The New Tenant at Cliff House

Fr. Gaurav Nair Fr. Gaurav Nair
18 May 2026

VD Satheesan has arrived at Cliff House not as the Congress high command's first choice, but as a result of the people's insistence. That distinction matters. In Indian politics, many leaders rise because Delhi blesses them. Satheesan rose because Kerala would not quietly accept another backroom arrangement stitched together by power brokers and faction managers.

For nearly a week after the UDF's sweeping victory, the Congress behaved as though it had lost the election. The confusion, lobbying and theatrical suspense over the Chief Ministership exposed once again the chronic disease eating into the party from within: the inability to distinguish between organisational loyalty and public legitimacy. KC Venugopal may have had the MLAs. Satheesan had the street.

The Congress high command almost walked into a political disaster. Kerala had not voted merely against Pinarayi Vijayan's government; it had voted for a different political temperament. The electorate was tired of arrogance masquerading as administrative efficiency. It was tired of a government that increasingly behaved as though criticism itself was sedition. Satheesan benefited from this mood because he appeared accessible, patient and willing to listen — qualities now rare in Indian politics.

Ironically, Satheesan's greatest strength is that he does not entirely resemble the typical Congress politician. He reads, reflects and argues. He built himself slowly through legislative work and constituency politics instead of television theatrics. In an age where many politicians mistake bluster for intellect, Satheesan cultivated the image of a thinking politician.
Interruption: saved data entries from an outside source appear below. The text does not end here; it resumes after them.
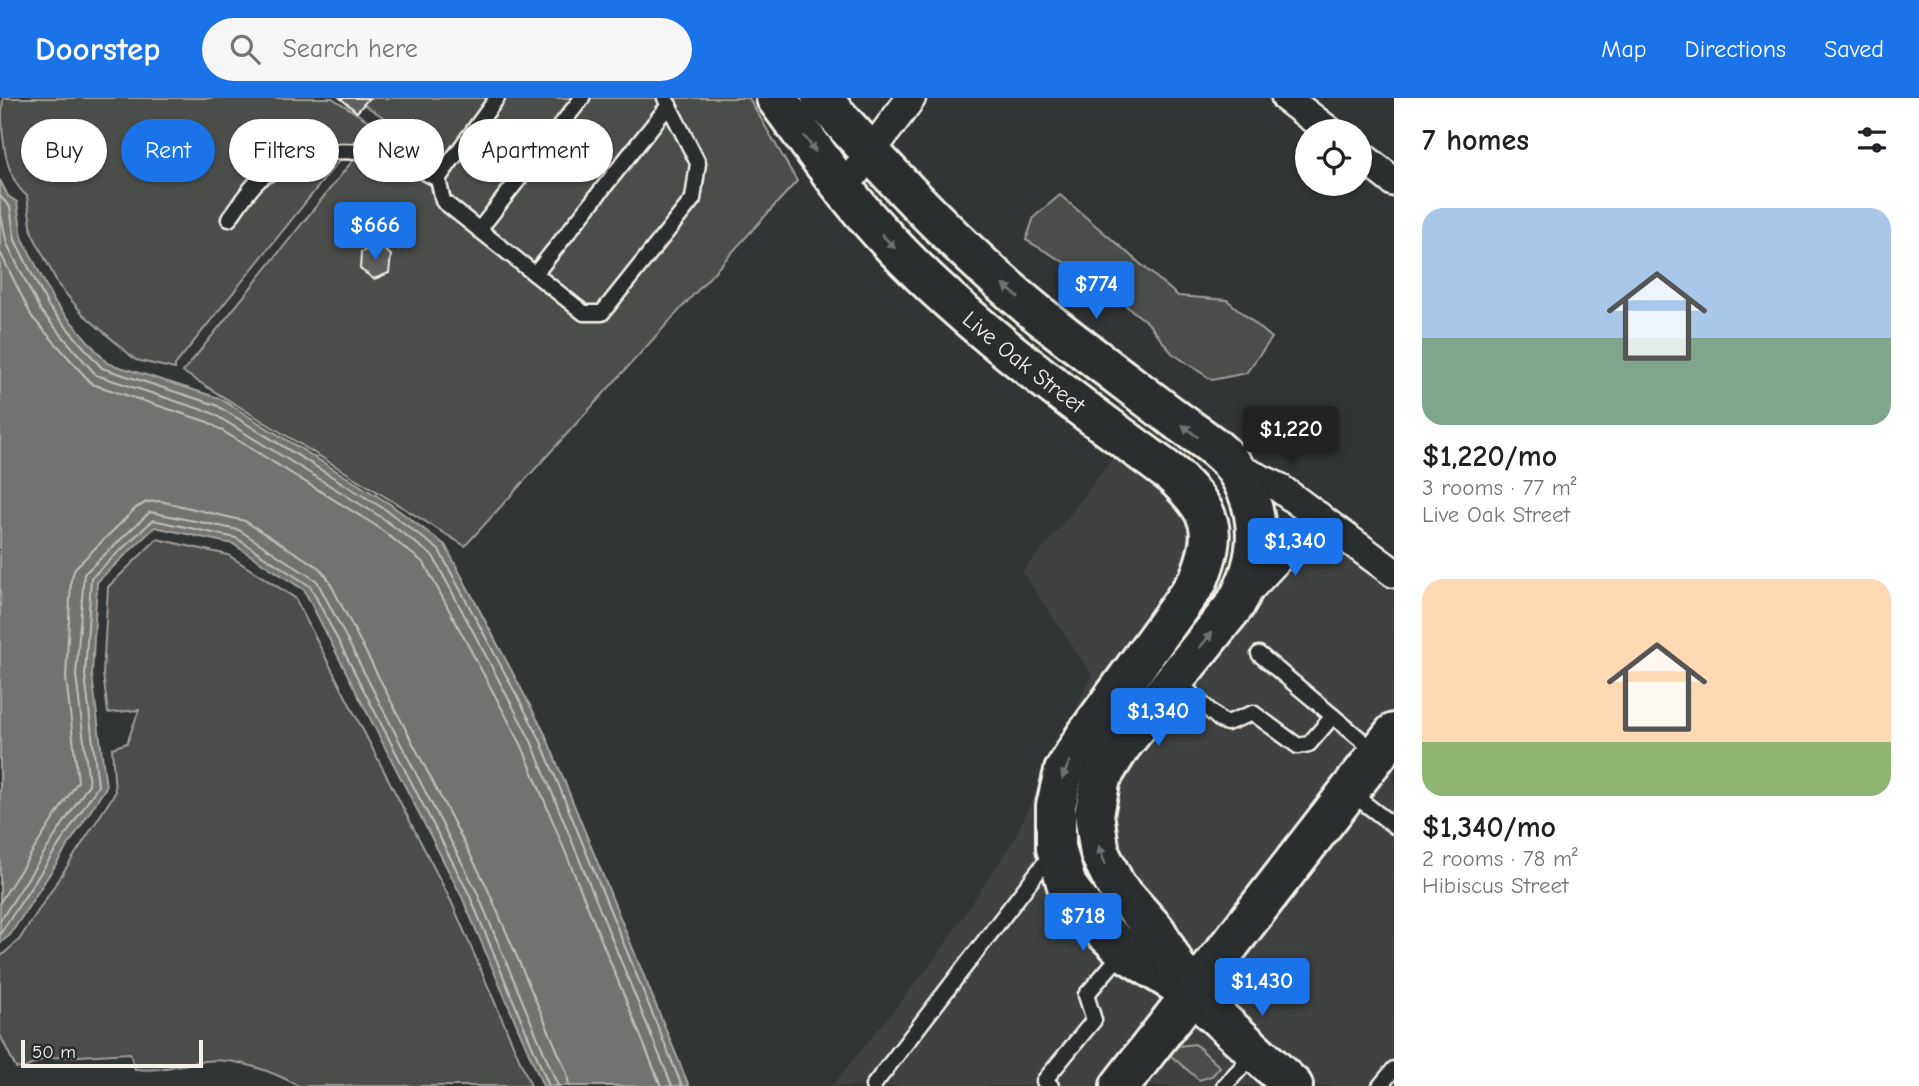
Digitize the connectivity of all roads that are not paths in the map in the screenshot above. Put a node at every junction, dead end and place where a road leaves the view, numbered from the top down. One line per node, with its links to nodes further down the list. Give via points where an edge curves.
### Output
1 (498, 98): 12 (lane)
2 (582, 98): 17 (lane)
3 (776, 98): 15 (street, Live Oak Street, one-way to 15)
4 (821, 98): 10 (street, Live Oak Street)
5 (911, 98): 10 (street)
6 (1286, 98): 8 (street)
7 (667, 102): 18 (lane); 18 (lane, via 698,163 693,199 602,313 584,313)
8 (1313, 119)
9 (353, 151): 16 (lane, via 333,150 296,159 259,179)
10 (871, 154): 15 (street); 19 (street, Live Oak Street, one-way to 10, via 981,266)
11 (1372, 165): 14 (street)
12 (444, 171)
13 (439, 182): 17 (lane, via 443,201)
14 (1394, 182)
15 (843, 189): 24 (street, Live Oak Street, one-way to 24, via 914,267 979,327 1173,475 1199,500 1212,525 1209,554)
16 (229, 219)
17 (479, 230): 18 (lane)
18 (535, 274)
19 (1235, 467): 20 (street, Live Oak Street, via 1278,487); 22 (street, Live Oak Street, via 1256,523 1257,550 1248,583)
20 (1318, 516): 21 (street, Live Oak Street); 22 (street)
21 (1394, 573)
22 (1235, 605): 24 (street, Live Oak Street, one-way to 22)
23 (1259, 654): 25 (lane)
24 (1160, 666): 25 (lane, via 1220,720 1227,723 1253,713 1298,746 1309,744); 29 (street, one-way to 29, via 1084,738 1064,771 1056,806); 31 (street, one-way to 24, via 1156,931 1115,887 1100,854 1094,814 1101,778)
25 (1333, 716): 26 (lane)
26 (1386, 743): 27 (street)
27 (1349, 791): 28 (lane); 31 (street)
28 (1394, 826)
29 (1056, 848): 30 (street, via 1067,886); 34 (lane)
30 (1124, 951): 31 (street); 35 (lane, via 1086,995 1094,1020 1044,1081)
31 (1191, 993): 32 (street); 36 (street)
32 (1256, 1052): 37 (lane); 38 (street)
33 (1394, 1069): 39 (lane)
34 (873, 1086)
35 (1051, 1086)
36 (1120, 1086)
37 (1224, 1086)
38 (1293, 1086)
39 (1380, 1086)

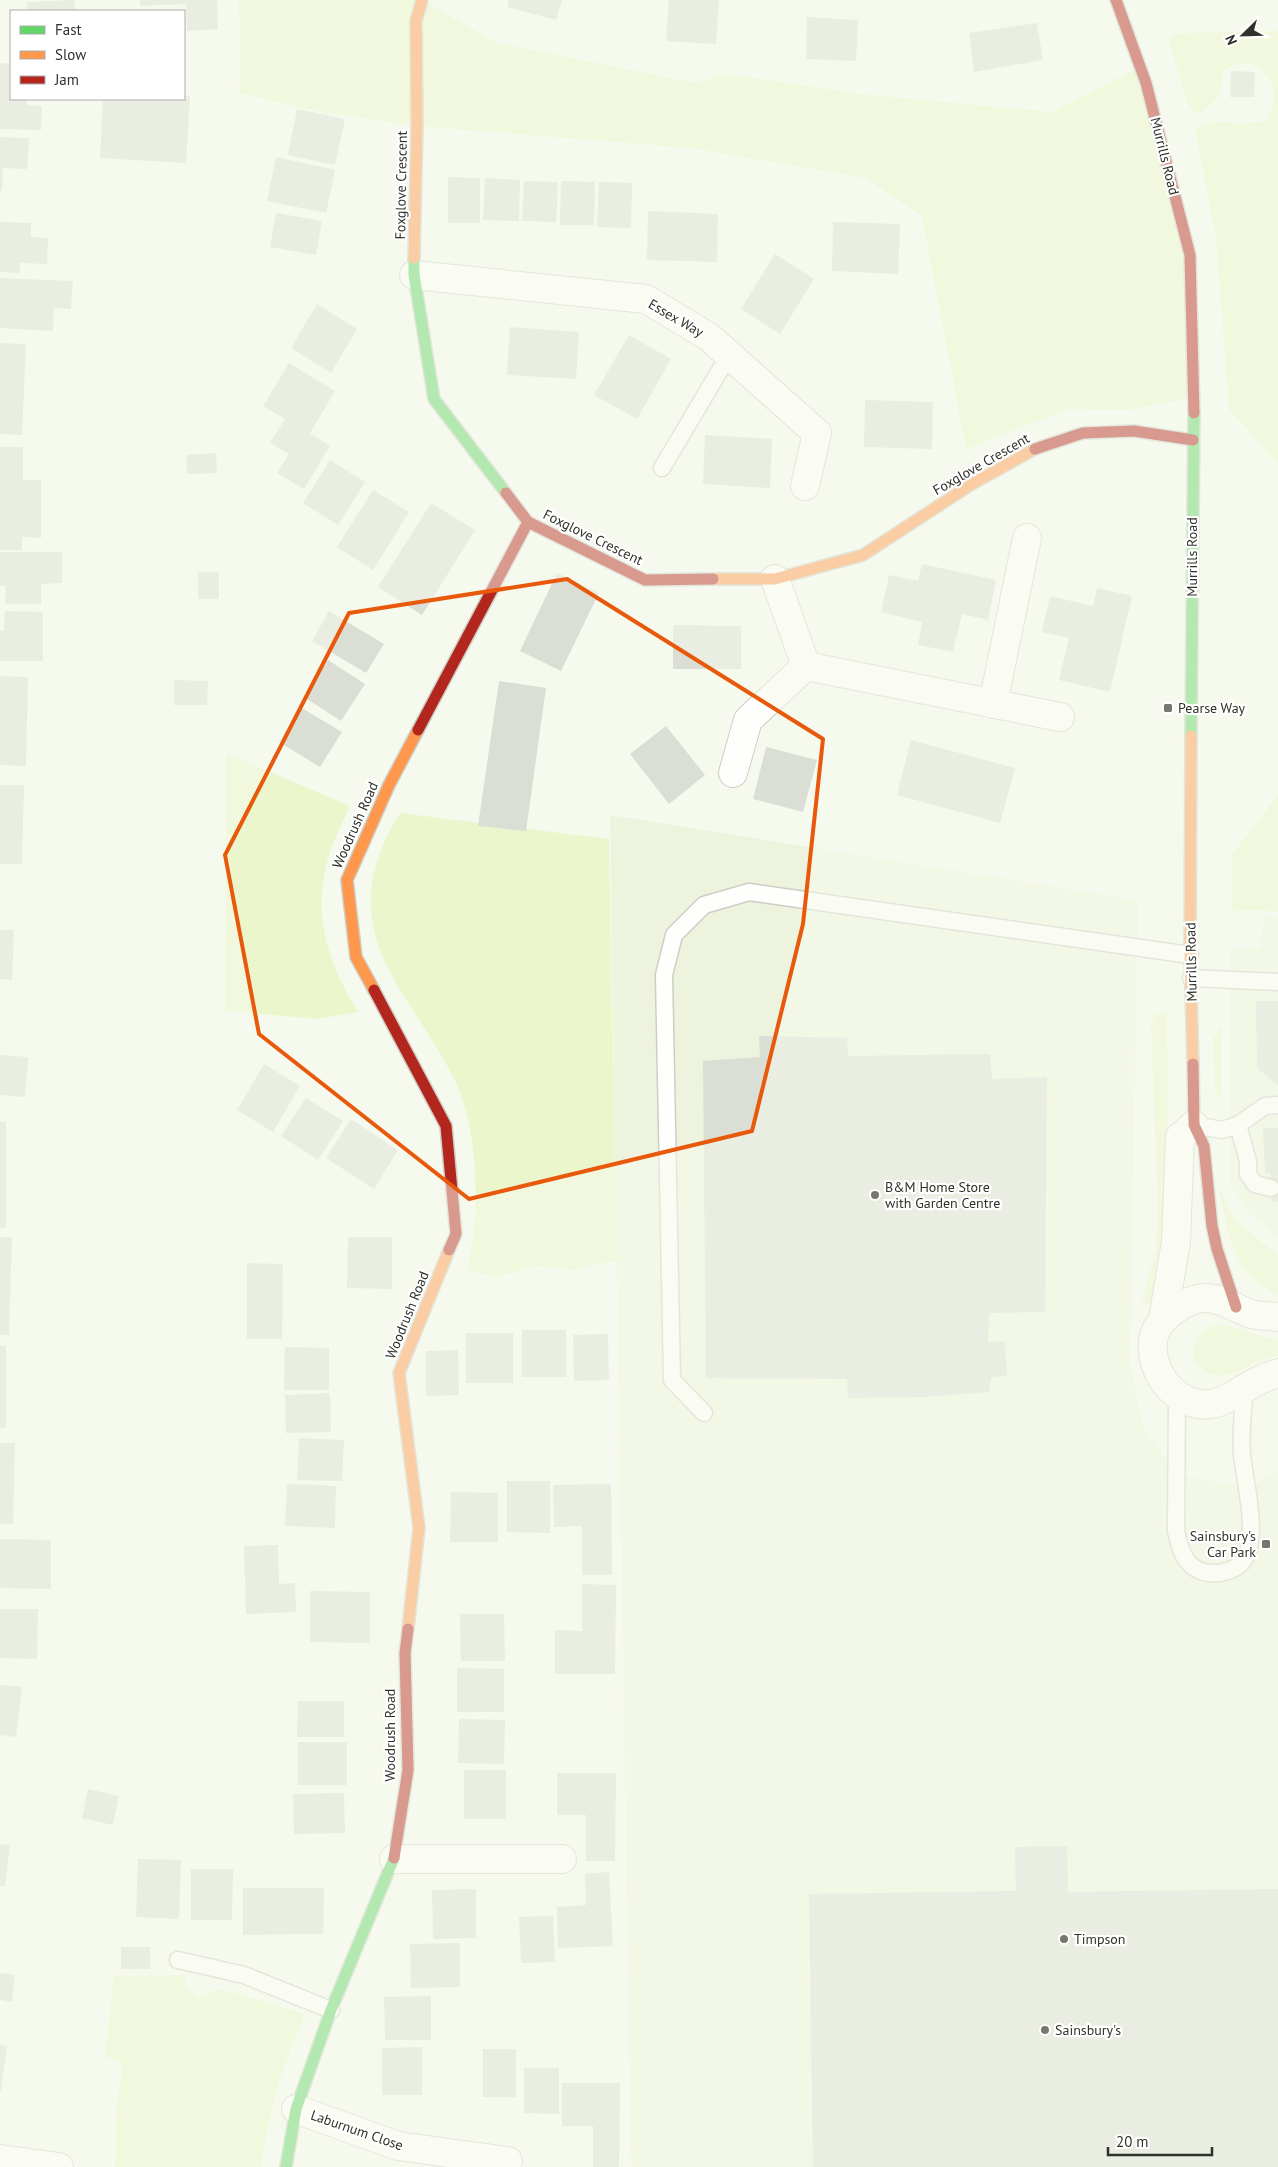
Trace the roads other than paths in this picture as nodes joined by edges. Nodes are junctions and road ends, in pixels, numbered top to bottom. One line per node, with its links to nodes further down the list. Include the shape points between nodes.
1 (422, 0): 3 (street, Foxglove Crescent, via 416,21)
2 (1116, 0): 5 (street, Murrills Road, via 1146,83 1190,255 1196,397)
3 (414, 275): 4 (street, Essex Way, via 646,299 709,337); 8 (street, Foxglove Crescent, via 434,400)
4 (729, 355): 6 (lane); 7 (street, Essex Way, via 817,433)
5 (1193, 440): 10 (street, Foxglove Crescent, via 1134,430 1084,433 1028,452 972,484 863,555); 15 (street, Murrills Road)
6 (662, 468)
7 (805, 486)
8 (528, 522): 10 (street, Foxglove Crescent, via 645,580); 29 (street, Woodrush Road, via 389,785 347,880 356,957 446,1126 456,1234 399,1373 419,1528 405,1653 408,1770)
9 (1027, 538): 12 (street)
10 (775, 579): 11 (street)
11 (806, 666): 12 (street); 14 (street, via 748,720)
12 (992, 704): 13 (street)
13 (1060, 717)
14 (733, 773)
15 (1190, 955): 16 (street, Murrills Road); 28 (lane, via 750,892 704,905 674,935 664,976 672,1380)
16 (1191, 978): 17 (lane); 19 (street, Murrills Road)
17 (1278, 982)
18 (1278, 1105): 20 (lane, via 1265,1106)
19 (1194, 1125): 20 (lane, via 1222,1130); 22 (street, Murrills Road, via 1204,1146 1217,1249); 24 (street, via 1180,1136 1176,1242)
20 (1238, 1125): 21 (lane, via 1248,1161 1248,1174 1255,1184)
21 (1270, 1188)
22 (1236, 1307): 23 (street); 24 (street, via 1218,1299 1195,1299 1174,1309)
23 (1278, 1317)
24 (1163, 1319): 27 (street, via 1153,1340 1155,1360 1162,1380)
25 (1278, 1373): 26 (street)
26 (1244, 1389): 27 (street, via 1220,1403 1198,1404); 27 (lane, via 1242,1454 1251,1540 1246,1556 1235,1568 1205,1574 1190,1565 1181,1551 1176,1532)
27 (1177, 1396)
28 (704, 1414)
29 (394, 1859): 30 (street); 32 (street, Woodrush Road)
30 (562, 1859)
31 (178, 1960): 32 (lane, via 244,1975)
32 (331, 2010): 33 (street, Woodrush Road)
33 (296, 2109): 35 (street, Laburnum Close, via 398,2146); 37 (street, Woodrush Road)
34 (0, 2159): 36 (street)
35 (508, 2161)
36 (59, 2167)
37 (286, 2167)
Yet the romance of victory will not survive long. Kerala today is financially fragile, socially anxious and politically restless. Welfare politics has reached unsustainable proportions. Every party promises subsidies, freebies and financial assistance as though the treasury were an inexhaustible temple hundi. No Chief Minister can indefinitely govern through sentiment while debt quietly tightens around the state's neck like a noose.

Satheesan also inherits a dangerous ideological transition. The BJP may still remain electorally weak in Kerala, but socially, it is no longer irrelevant. The erosion of the CPI(M)'s traditional social base, particularly among sections of Hindu youth, is real. Communal polarisation, once politically unfashionable in Kerala, has begun entering drawing rooms, WhatsApp groups and even church discussions.

The Indian Union Muslim League's open support for him helped consolidate minority confidence within the UDF. But it also handed his critics an opportunity to sharpen the old accusation that Congress survives only through minority consolidation. Satheesan must therefore walk a careful line: protecting minorities without appearing captive to identity pressures. Kerala's political intelligence is high; its tolerance for communal manipulation, though weakening, has not disappeared entirely.

Nationally, his rise carries implications for the Congress party itself. Satheesan's elevation is a quiet rebellion against entitlement politics inside the organisation. He defeated not merely rivals but a culture where proximity to Delhi matters more than public credibility. Rahul Gandhi should study the Kerala episode carefully. The future of the Congress may depend less on loyal courtiers and more on leaders with independent political standing.

For now, Kerala has chosen hope over fatigue. But hope is always temporary in politics. Satheesan came to power because he listened more than he lectured. The real test is whether power allows him to remain that man.